Still, these are meagre gruel for a party that was until recently co-ruling the UK. The 2015 disaster could be followed in 2020 by a still worse return in the House of Commons under the current boundary review proposals. A “national” party in fourth place in votes behind Ukip and with fewer MPs than the Democratic Unionist Party – a perfectly feasible outcome in four years – would leave the Lib Dems a joke, just a decade on from that famous love-in in the Downing Street rose garden between Nick Clegg and David Cameron and all the windy talk about power.

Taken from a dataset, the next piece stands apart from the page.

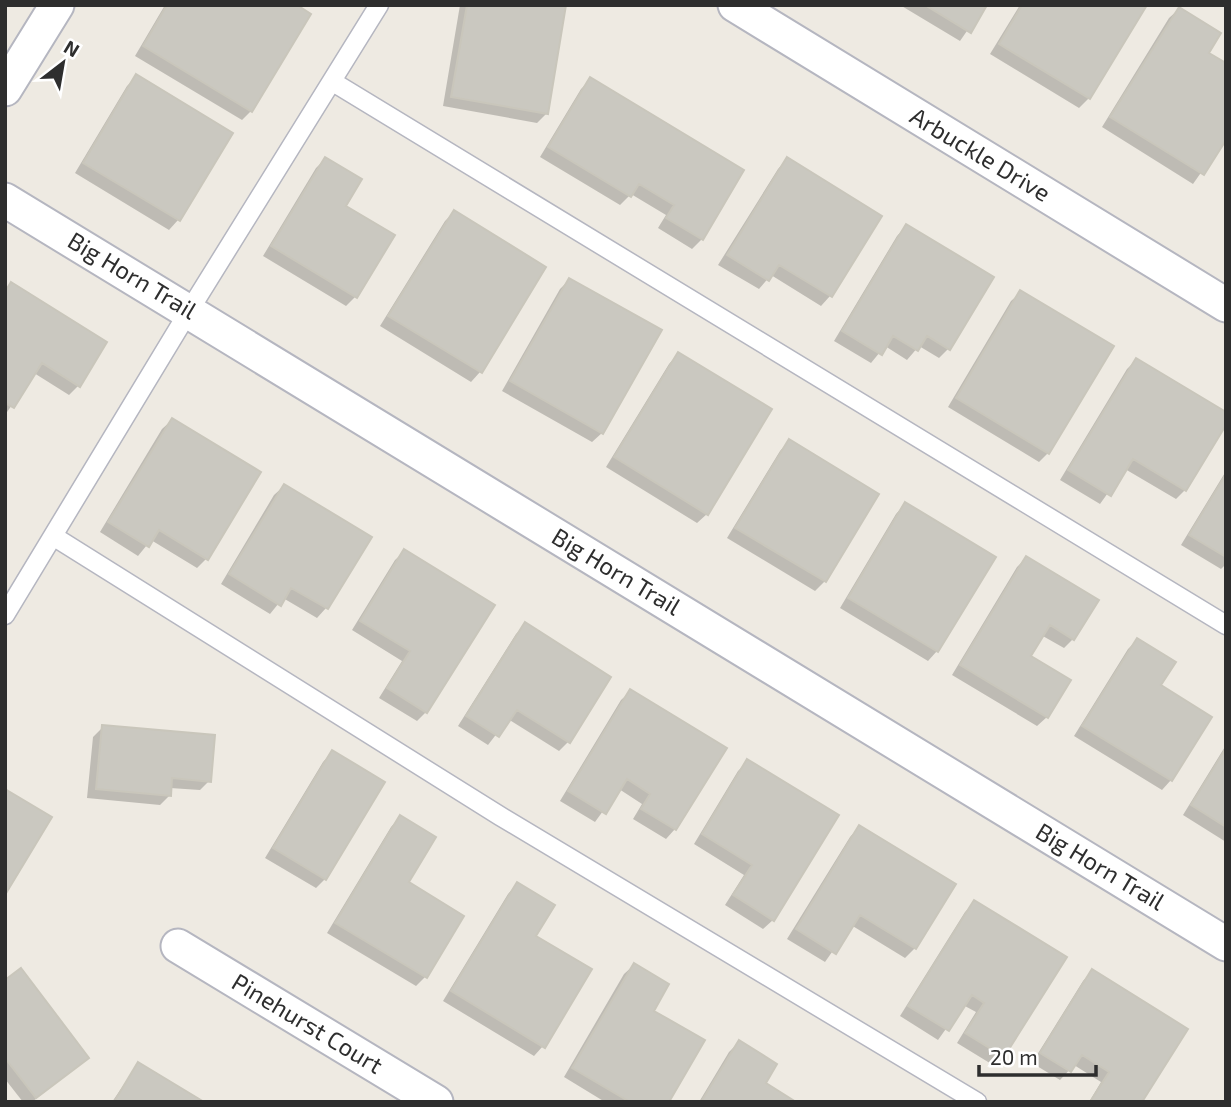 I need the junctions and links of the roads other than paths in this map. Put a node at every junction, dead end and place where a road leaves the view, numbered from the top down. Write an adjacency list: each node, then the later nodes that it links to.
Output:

So the task confronting leader Tim Farron, as his party gathers in Brighton to consider its future, is as daunting as any the party has had to consider in its history, and that of its predecessors, the SDP and Liberal Party. The good news – for those who want to see a political force in Britain unequivocally brave enough to stand up for Europe, for refugees and for civil liberties – is that Mr Farron is saying and doing the right things. He was smart, as well as principled, to immediately commit his party to a second referendum on the EU Brexit deal, and to reiterate his party's historic mission to secure Britain's future in the EU, a cause the Liberals alone have supported consistently and wholeheartedly since the birth of the European movement in the 1950s.

Similarly, Mr Farron stands up for causes with conviction and, in fact, a Lib Dem track record in power that adds to his party's credibility. As we learn from the memoirs of Nick Clegg, David Laws and Vince Cable, the Lid Dems did stop the Tories from following their most partisan, authoritarian and vicious instincts between 2010 and 2015. Britain would be far better off now if that moderating influence was still at work in Whitehall and the Cabinet room: the Brexit referendum would simply not have happened.

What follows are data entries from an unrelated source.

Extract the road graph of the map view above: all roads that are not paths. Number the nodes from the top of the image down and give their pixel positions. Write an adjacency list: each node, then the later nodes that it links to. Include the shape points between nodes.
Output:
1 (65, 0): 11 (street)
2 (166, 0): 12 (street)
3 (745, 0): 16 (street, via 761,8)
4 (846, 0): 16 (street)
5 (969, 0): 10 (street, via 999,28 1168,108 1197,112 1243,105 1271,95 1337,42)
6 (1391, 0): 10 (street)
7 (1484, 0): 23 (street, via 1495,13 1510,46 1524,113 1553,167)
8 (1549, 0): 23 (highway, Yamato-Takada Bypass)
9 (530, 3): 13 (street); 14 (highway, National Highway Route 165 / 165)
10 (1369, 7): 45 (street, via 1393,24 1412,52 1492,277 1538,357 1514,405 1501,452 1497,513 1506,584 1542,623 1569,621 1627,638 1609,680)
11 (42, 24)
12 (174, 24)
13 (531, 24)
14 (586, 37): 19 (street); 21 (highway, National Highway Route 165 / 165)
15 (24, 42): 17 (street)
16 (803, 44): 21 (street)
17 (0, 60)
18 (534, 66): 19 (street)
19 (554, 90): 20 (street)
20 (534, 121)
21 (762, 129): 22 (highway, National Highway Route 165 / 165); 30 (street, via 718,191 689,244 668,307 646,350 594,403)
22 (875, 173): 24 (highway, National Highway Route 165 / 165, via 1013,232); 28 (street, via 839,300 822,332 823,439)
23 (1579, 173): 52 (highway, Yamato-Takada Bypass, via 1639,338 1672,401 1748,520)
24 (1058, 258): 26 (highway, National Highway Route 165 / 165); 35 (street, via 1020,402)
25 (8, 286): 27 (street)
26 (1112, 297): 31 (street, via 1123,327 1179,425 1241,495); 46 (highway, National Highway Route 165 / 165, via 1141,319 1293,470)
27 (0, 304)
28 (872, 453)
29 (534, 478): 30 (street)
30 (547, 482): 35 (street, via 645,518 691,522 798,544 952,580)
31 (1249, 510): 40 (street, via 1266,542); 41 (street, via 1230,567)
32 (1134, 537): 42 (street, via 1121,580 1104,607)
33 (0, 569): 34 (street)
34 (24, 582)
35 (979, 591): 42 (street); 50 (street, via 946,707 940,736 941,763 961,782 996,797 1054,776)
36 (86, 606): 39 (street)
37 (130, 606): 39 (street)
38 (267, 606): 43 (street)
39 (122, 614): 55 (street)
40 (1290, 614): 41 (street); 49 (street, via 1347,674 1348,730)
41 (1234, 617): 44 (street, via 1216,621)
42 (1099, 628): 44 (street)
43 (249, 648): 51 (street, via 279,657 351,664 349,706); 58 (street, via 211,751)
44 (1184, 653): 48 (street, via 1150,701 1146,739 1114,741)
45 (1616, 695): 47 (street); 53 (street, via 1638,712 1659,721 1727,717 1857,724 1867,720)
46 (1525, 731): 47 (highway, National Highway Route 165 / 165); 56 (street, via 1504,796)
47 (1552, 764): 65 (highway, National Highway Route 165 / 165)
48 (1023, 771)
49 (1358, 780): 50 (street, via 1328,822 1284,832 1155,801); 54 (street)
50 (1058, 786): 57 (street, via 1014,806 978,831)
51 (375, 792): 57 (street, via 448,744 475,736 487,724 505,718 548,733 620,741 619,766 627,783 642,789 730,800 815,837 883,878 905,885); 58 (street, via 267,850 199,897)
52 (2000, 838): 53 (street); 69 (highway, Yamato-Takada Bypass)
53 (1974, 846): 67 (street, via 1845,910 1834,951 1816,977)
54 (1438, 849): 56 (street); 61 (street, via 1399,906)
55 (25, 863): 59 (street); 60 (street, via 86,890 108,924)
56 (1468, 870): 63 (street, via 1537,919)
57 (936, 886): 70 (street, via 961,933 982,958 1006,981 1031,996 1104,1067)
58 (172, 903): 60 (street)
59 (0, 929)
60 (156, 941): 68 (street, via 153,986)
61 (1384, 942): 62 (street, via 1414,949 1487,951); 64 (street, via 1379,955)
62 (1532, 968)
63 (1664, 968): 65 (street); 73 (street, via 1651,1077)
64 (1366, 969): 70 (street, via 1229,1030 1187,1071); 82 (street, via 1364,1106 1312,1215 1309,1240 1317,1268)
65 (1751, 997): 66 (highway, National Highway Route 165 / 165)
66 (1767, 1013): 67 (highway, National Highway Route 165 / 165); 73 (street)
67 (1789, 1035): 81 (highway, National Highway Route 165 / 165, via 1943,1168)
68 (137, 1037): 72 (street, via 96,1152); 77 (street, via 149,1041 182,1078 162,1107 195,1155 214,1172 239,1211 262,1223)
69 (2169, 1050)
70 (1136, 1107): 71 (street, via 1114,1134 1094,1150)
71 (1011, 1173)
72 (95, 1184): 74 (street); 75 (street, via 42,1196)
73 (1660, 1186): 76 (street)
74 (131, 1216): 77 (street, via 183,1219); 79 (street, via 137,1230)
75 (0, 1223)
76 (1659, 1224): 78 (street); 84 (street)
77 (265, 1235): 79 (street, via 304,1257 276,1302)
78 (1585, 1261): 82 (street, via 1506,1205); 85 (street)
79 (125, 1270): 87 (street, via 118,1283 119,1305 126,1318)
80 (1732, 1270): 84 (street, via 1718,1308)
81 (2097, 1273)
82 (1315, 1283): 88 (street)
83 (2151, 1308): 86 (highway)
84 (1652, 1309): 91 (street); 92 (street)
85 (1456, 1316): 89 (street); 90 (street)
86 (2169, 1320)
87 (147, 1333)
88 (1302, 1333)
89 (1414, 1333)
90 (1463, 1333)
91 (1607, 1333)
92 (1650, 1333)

The truth is that by 2015, after the tuition fees fiasco and five years of austerity, we were never going to listen to Mr Clegg and his party, and he underestimated the scale of the rout they would suffer. The Lib Dems also failed to recognise the force of the anti-establishment, anti-European sentiment in the country, and with it the rise of Nigel Farage and Ukip.

Now, with Mr Farron still struggling to punch through to national attention, the public are still mostly uninterested in what the Lib Dems have to say. That does not mean, though, that they will always and forever be indifferent. As the referendum campaign showed, and even more the period after, there is a passionate enthusiasm for Europe out there, and a group of people who are also looking for a party that will campaign for the environment, for human rights, for refugees and for social justice. That is a far larger group than the 10 per cent the Lib Dems score in the polls, and many in the Labour Party are wondering whether that party is any longer fit for its historic purpose. The Greens are also talking openly about cross-party cooperation.

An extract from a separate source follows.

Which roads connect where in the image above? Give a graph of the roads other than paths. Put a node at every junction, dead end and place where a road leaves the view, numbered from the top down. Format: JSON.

Out of all this could come the long-awaited realignment of progressive politics in Britain. It may well not though – talk of a Labour split has subsided a good deal as Jeremy Corbyn has looked more secure – and the lesson of history is that the British electoral system punishes splits and divided oppositions badly. That's puts Labour's social democrats off getting together with like-minded Lib Dems. In the meantime Mr Farron and his loyal followers can only make the best of what they have.

They will need hope in their hearts.